→ WORK INSTRUCTION
Tell how many lines of the material below hold "name". The reply is that number alone.

··· THE INPUT

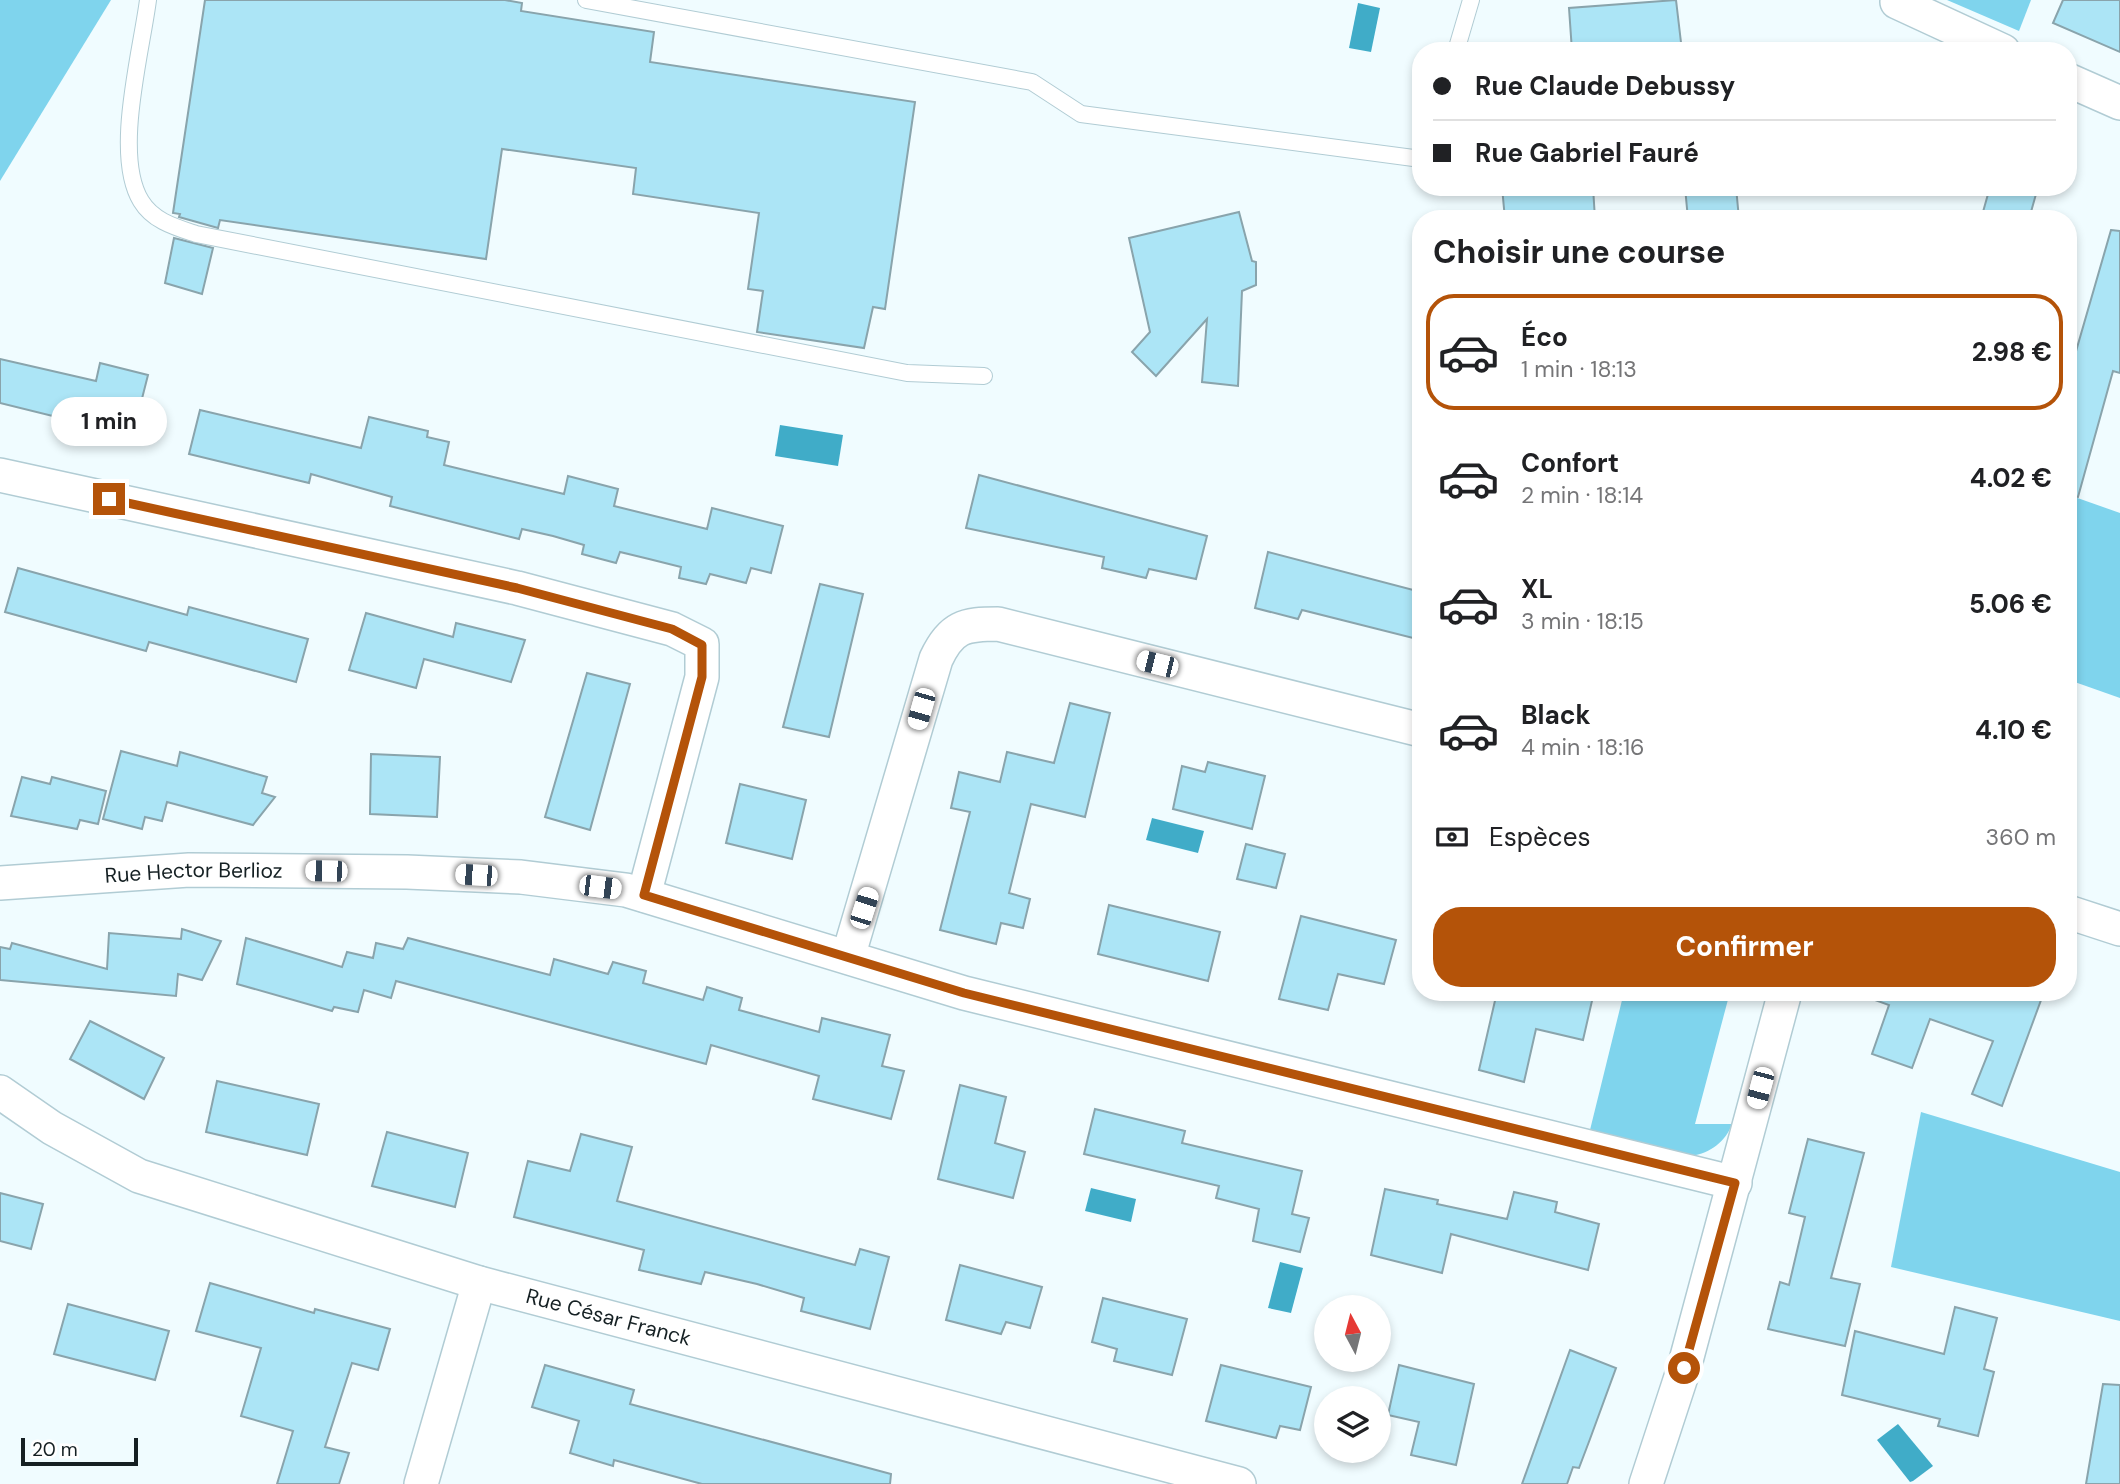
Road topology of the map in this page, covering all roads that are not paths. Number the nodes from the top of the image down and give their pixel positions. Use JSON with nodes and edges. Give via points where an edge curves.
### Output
{"nodes":[{"id":1,"x":148,"y":0,"type":"edge"},
{"id":2,"x":586,"y":0,"type":"edge"},
{"id":3,"x":1471,"y":0,"type":"edge"},
{"id":4,"x":1897,"y":2,"type":"edge"},
{"id":5,"x":1459,"y":42,"type":"edge"},
{"id":6,"x":1984,"y":42,"type":"edge"},
{"id":7,"x":2077,"y":84,"type":"edge"},
{"id":8,"x":2120,"y":103,"type":"edge"},
{"id":9,"x":1412,"y":158,"type":"edge"},
{"id":10,"x":984,"y":376,"type":"dead end"},
{"id":11,"x":0,"y":475,"type":"edge"},
{"id":12,"x":1412,"y":728,"type":"edge"},
{"id":13,"x":0,"y":883,"type":"edge"},
{"id":14,"x":644,"y":895,"type":"junction"},
{"id":15,"x":2077,"y":915,"type":"edge"},
{"id":16,"x":2120,"y":929,"type":"edge"},
{"id":17,"x":848,"y":957,"type":"junction"},
{"id":18,"x":1783,"y":1001,"type":"edge"},
{"id":19,"x":0,"y":1092,"type":"edge"},
{"id":20,"x":1735,"y":1183,"type":"junction"},
{"id":21,"x":479,"y":1283,"type":"junction"},
{"id":22,"x":421,"y":1484,"type":"edge"},
{"id":23,"x":1239,"y":1484,"type":"edge"},
{"id":24,"x":1646,"y":1484,"type":"edge"}],
"edges":[{"from":1,"to":10,"type":"lane","via":[[128,142],[130,176],[142,203],[163,222],[196,234],[907,373]]},
{"from":2,"to":9,"type":"lane","via":[[1032,82],[1081,114]]},
{"from":3,"to":5,"type":"lane"},
{"from":4,"to":6,"type":"street"},
{"from":7,"to":8,"type":"street"},
{"from":11,"to":14,"type":"street","via":[[517,588],[672,629],[702,645],[702,677]]},
{"from":12,"to":17,"type":"street","via":[[998,624],[960,628],[945,640],[936,659]]},
{"from":13,"to":14,"type":"street","name":"Rue Hector Berlioz","via":[[189,870],[408,872],[522,877]]},
{"from":14,"to":17,"type":"street","name":"Rue Hector Berlioz"},
{"from":15,"to":16,"type":"street"},
{"from":17,"to":20,"type":"street","name":"Rue Hector Berlioz","via":[[964,993]]},
{"from":18,"to":20,"type":"street"},
{"from":19,"to":21,"type":"street","name":"Rue César Franck","via":[[51,1128],[139,1176]]},
{"from":20,"to":24,"type":"street","via":[[1684,1368]]},
{"from":21,"to":22,"type":"street"},
{"from":21,"to":23,"type":"street","name":"Rue César Franck"}]}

······

→ YOUR RESPONSE
5